Often this happens many sheets in; once it does, it stays that way for
all subsequent sheets;
- A workaround for this - chto.Chart.ChartArea.Width = chto.Width -
sometimes works, sometimes errors out.
- As previously stated, deleting a chart doesn't delete it, but
doesn't give an error, so when I later run through the
SeriesCollection entries for all charts, I get subscript out of bounds
errors;
- Deleting sheets doesn't work if I use ch.ChartObjects(3).Delete
- but does if I use ch.ChartObjects(ch.ChartObjects(3).Name).Delete
- The macro recorder doesn't record the important parts at all.
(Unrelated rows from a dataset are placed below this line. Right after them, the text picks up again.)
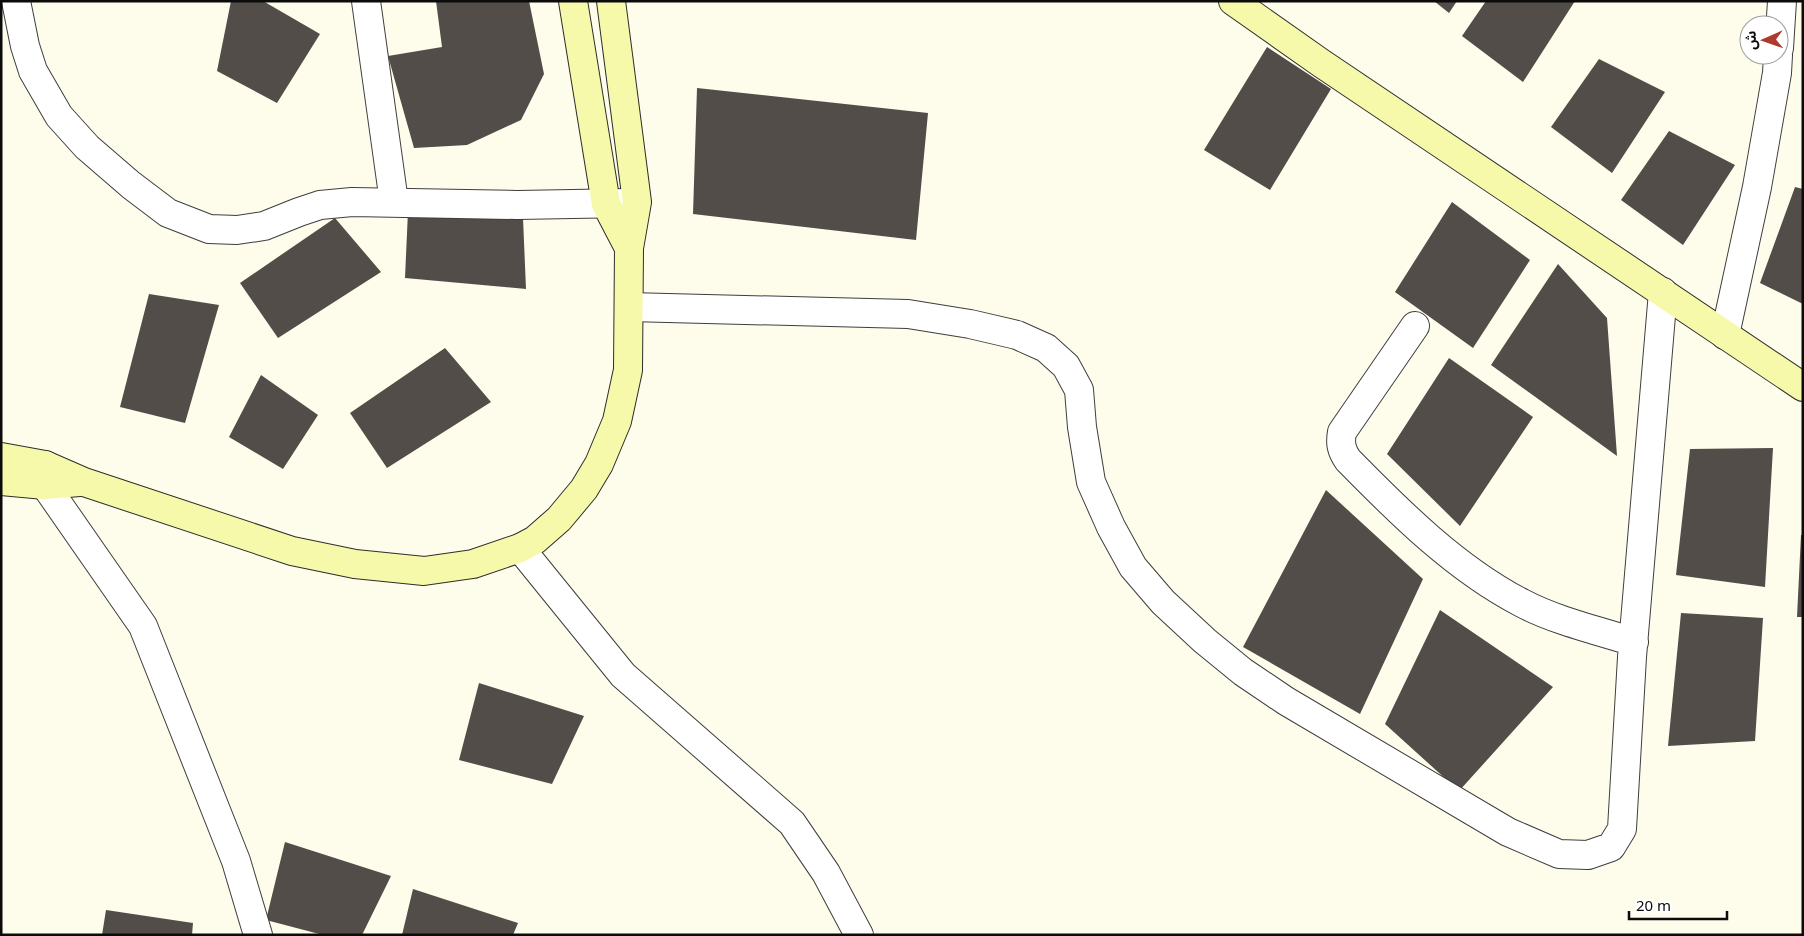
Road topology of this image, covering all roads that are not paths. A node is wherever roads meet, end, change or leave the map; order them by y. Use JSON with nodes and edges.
{"nodes":[{"id":1,"x":16,"y":1,"type":"edge"},
{"id":2,"x":366,"y":1,"type":"edge"},
{"id":3,"x":573,"y":1,"type":"edge"},
{"id":4,"x":611,"y":1,"type":"edge"},
{"id":5,"x":1233,"y":1,"type":"edge"},
{"id":6,"x":1782,"y":1,"type":"edge"},
{"id":7,"x":1781,"y":15,"type":"edge"},
{"id":8,"x":1777,"y":65,"type":"edge"},
{"id":9,"x":394,"y":202,"type":"junction"},
{"id":10,"x":637,"y":202,"type":"junction"},
{"id":11,"x":606,"y":204,"type":"junction"},
{"id":12,"x":629,"y":248,"type":"junction"},
{"id":13,"x":1663,"y":292,"type":"junction"},
{"id":14,"x":629,"y":307,"type":"junction"},
{"id":15,"x":1415,"y":326,"type":"dead end"},
{"id":16,"x":1725,"y":335,"type":"junction"},
{"id":17,"x":1803,"y":387,"type":"edge"},
{"id":18,"x":1,"y":457,"type":"edge"},
{"id":19,"x":45,"y":475,"type":"junction"},
{"id":20,"x":1,"y":481,"type":"edge"},
{"id":21,"x":520,"y":548,"type":"junction"},
{"id":22,"x":1634,"y":642,"type":"junction"},
{"id":23,"x":258,"y":935,"type":"edge"},
{"id":24,"x":859,"y":935,"type":"edge"}],
"edges":[{"from":1,"to":9,"type":"street"},
{"from":2,"to":9,"type":"street"},
{"from":3,"to":11,"type":"main road"},
{"from":4,"to":10,"type":"main road"},
{"from":5,"to":13,"type":"main road"},
{"from":6,"to":7,"type":"street"},
{"from":8,"to":16,"type":"street"},
{"from":9,"to":11,"type":"street"},
{"from":10,"to":11,"type":"street"},
{"from":10,"to":12,"type":"main road"},
{"from":11,"to":12,"type":"main road"},
{"from":12,"to":14,"type":"main road"},
{"from":13,"to":16,"type":"main road"},
{"from":13,"to":22,"type":"street"},
{"from":14,"to":21,"type":"main road"},
{"from":14,"to":22,"type":"street"},
{"from":15,"to":22,"type":"street"},
{"from":16,"to":17,"type":"main road"},
{"from":18,"to":19,"type":"main road"},
{"from":19,"to":20,"type":"main road"},
{"from":19,"to":21,"type":"main road"},
{"from":19,"to":23,"type":"street"},
{"from":21,"to":24,"type":"street"}]}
I
record macros sometime to determine accurate positioning, but now if I
select and drag an element to where I want it, it records the select,
but not the positioning; I've also recorded simple macros that produce
errors if I try to run them;
- The help is no longer helpful. It used to be you'd highlight a word
and the help would pop up for that word. Now, I just get a menu page.

I have workarounds for some of these, but it seems even the
workarounds need workarounds. This is truly the crappiest piece of
garbage I've yet to come across from Microsoft.

I want my 2003 back. But the word I get from the tech support folks is
that it can't be done. The web thinks otherwise, but there may be
factors I'm not aware of. Anyone know if there's a good reason why
Excel 2003 and 2007 can't peacefully coexist?